Harriet, the flawed, tomato-sandwich eating, 6th grade writer was the love of my early life as a reader.  How I recognized myself in her!  And how I recognized in Fitzhugh’s writing the complexity, comedy and pain of a child’s world!  For a time in Harriet the Spy, so many things go wrong, even as hapless Harriet herself tries to make things right, that a reader would have to have a stone heart not to cry out in pain at the collateral damage of her mishaps.  Any child who has been left out can identify with Harriet’s pain.  But children who kindle the writer inside themselves can uniquely feel the thrill and danger of Harriet’s world—a world where simply writing things down can not only describe and delineate things, but can also hurt and enrage the people who read those words.  Harriet spoke to my own goal—to be a writer!—and named the danger that kept me from saying that word aloud. 

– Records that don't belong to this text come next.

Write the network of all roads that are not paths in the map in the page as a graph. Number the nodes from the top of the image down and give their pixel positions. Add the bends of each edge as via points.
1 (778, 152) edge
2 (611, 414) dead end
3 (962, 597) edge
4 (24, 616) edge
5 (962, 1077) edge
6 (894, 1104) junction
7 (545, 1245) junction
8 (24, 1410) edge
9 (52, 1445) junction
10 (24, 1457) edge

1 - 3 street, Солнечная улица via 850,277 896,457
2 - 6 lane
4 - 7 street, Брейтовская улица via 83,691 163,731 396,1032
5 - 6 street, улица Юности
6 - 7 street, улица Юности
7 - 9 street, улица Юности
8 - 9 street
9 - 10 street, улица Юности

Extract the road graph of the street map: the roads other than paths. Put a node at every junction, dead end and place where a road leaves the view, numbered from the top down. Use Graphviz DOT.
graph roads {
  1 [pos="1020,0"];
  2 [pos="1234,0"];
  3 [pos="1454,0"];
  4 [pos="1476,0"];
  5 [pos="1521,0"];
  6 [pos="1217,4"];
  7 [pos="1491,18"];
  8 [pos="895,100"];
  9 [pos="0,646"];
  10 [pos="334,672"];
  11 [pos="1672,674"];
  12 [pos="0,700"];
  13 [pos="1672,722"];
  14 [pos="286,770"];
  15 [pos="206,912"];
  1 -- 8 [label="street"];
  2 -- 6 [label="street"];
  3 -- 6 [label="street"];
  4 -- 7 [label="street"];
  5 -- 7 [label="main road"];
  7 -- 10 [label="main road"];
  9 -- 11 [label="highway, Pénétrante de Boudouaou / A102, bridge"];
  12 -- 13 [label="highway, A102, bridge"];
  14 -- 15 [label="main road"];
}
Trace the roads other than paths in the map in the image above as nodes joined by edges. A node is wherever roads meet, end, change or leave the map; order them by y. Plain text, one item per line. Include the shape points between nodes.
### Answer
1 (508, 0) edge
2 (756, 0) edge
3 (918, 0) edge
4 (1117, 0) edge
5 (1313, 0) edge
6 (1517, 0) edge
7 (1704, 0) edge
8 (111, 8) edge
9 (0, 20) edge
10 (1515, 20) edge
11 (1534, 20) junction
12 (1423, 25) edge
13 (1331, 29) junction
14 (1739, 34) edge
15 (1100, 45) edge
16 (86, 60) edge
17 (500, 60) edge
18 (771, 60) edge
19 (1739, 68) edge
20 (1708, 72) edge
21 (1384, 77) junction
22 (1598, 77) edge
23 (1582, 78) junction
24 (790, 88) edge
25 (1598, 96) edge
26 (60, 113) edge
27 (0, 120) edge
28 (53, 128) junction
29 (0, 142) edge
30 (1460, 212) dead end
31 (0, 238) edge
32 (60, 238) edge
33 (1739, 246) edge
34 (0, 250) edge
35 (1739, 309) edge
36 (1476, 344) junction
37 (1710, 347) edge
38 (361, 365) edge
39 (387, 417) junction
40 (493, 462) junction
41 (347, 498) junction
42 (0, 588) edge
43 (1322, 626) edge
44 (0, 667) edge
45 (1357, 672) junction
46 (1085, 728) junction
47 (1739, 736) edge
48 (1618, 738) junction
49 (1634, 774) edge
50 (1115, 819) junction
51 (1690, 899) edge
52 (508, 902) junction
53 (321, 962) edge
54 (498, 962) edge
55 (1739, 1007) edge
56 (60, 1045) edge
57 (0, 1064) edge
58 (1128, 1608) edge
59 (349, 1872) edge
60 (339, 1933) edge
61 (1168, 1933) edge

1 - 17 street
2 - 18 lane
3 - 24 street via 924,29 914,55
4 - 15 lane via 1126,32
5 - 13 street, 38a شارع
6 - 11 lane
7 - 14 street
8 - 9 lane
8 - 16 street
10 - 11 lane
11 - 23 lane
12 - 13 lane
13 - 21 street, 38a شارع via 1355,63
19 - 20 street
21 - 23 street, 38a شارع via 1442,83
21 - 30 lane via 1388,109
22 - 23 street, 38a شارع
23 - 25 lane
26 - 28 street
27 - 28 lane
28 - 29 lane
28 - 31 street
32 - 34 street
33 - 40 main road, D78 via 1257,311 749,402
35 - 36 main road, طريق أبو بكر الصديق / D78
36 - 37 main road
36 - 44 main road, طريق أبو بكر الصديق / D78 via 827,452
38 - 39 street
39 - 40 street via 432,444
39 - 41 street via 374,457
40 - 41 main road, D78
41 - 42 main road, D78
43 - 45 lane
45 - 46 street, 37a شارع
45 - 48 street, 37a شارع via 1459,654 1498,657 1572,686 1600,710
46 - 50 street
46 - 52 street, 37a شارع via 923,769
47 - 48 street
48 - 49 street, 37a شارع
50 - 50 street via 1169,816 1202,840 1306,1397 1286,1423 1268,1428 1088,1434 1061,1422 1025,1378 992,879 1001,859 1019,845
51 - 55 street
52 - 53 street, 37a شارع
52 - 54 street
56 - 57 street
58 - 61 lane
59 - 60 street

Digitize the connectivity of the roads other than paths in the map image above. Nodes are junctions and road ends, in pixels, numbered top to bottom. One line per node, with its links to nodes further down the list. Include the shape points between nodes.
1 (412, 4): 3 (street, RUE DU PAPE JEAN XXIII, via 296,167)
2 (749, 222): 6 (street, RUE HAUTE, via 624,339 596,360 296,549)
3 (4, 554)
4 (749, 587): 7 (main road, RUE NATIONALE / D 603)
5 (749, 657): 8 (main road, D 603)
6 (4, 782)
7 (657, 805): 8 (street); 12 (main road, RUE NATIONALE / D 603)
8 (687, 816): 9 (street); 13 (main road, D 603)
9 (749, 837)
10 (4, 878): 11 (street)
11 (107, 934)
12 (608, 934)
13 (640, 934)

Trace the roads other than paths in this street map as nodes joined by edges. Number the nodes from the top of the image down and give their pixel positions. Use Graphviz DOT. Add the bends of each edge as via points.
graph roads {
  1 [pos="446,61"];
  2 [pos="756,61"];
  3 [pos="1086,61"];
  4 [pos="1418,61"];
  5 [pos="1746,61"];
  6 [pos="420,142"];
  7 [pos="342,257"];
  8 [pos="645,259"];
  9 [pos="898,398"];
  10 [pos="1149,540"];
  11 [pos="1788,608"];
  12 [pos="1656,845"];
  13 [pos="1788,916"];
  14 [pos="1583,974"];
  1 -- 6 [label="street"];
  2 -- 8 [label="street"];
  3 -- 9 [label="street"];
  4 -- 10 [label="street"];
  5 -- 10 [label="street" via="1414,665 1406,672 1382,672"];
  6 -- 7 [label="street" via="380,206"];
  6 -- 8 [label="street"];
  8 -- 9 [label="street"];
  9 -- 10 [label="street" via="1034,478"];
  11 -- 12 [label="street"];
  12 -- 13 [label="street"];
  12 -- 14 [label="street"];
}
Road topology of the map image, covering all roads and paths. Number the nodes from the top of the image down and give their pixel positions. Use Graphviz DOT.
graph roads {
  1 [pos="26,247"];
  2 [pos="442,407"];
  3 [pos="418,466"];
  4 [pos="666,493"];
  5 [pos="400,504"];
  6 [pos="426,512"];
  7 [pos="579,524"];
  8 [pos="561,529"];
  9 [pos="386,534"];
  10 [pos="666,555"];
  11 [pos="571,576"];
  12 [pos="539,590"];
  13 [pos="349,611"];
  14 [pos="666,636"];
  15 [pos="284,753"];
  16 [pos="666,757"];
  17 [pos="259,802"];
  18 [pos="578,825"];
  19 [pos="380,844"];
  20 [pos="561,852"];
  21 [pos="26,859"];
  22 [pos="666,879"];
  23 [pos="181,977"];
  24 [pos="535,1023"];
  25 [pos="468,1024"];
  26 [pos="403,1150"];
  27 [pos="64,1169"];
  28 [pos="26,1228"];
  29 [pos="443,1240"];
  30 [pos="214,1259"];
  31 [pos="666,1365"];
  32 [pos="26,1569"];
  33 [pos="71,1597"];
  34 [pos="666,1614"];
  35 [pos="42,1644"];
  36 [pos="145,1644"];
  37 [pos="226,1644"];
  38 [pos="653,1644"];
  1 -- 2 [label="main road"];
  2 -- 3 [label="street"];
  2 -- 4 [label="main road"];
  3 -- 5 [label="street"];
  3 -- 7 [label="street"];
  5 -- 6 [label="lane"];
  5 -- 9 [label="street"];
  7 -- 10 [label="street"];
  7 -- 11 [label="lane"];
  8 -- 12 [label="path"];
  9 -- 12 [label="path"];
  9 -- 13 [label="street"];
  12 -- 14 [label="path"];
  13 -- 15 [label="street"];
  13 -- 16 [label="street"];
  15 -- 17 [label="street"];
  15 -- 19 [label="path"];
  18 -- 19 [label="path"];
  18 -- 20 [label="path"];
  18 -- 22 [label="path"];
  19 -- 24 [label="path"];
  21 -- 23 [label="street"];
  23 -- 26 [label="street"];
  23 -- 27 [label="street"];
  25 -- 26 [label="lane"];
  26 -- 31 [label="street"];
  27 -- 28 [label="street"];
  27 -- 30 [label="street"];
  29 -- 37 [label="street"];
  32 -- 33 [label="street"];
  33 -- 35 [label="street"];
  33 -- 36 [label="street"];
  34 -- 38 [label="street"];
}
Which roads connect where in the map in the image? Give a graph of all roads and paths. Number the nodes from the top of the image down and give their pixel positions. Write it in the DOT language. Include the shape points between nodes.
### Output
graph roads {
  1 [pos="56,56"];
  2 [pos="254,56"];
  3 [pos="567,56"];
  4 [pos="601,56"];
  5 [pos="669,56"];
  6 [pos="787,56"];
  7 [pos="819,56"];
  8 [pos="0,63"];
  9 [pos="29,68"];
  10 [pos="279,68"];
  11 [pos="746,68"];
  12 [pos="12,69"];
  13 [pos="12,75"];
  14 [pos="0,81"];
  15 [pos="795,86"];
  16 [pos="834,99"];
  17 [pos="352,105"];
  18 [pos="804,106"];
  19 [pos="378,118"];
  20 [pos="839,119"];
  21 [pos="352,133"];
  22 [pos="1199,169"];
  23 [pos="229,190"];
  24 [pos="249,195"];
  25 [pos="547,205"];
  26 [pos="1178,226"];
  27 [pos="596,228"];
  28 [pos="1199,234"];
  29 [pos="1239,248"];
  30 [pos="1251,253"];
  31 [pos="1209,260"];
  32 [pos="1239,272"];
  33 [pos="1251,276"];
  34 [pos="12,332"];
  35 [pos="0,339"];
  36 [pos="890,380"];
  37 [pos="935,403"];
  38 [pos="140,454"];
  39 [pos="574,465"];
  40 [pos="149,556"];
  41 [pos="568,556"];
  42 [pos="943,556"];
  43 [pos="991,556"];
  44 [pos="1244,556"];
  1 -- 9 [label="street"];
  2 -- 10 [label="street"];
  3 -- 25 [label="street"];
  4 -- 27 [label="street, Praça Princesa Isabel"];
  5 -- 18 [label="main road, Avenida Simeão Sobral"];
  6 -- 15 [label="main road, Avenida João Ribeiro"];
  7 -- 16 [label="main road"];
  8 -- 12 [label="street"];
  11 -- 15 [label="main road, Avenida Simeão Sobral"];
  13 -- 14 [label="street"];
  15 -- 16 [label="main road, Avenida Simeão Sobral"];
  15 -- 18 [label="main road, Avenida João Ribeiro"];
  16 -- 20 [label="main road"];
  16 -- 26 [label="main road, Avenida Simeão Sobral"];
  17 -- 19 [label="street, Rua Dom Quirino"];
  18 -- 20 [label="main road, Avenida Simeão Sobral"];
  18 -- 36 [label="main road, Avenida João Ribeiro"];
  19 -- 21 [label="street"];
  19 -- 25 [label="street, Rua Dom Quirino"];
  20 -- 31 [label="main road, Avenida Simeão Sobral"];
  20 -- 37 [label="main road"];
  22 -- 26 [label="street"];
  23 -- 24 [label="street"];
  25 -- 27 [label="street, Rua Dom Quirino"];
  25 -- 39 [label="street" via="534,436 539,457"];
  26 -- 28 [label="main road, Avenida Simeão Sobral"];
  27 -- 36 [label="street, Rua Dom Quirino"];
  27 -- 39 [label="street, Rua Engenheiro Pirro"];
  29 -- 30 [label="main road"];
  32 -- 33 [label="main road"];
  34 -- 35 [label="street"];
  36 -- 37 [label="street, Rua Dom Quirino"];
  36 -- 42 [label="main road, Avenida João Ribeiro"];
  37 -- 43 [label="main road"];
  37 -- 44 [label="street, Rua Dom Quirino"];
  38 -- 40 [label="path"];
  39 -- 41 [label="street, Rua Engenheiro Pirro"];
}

Even as an adult I carried that book with me, I now (thanks to Deb!) remember. And I now also remember that Deb isn’t the only person to whom I loaned Harriet.  Perhaps that is why so many pages are missing from my original copy that I had to buy a new (hardcover!) edition for my own daughters, once they came along.  I now think I brought Harriet the Spy to Deb, in her sick bay bed, because I needed Deb to know Harriet—a writer/sleuth/spy who is flawed but loveable, and very much like her, and very much like me.


Eileen Donovan Kranz dropped her early plans to be something dangerous (like a spy) and became, instead, a writer and a teacher of writing (where she can write and read about dangerous things whenever she likes, without as much risk). She teachers at Boston College, writes stories and essays, is at work on a young adult novel, and is the mother of two daughters who also loved Harriet.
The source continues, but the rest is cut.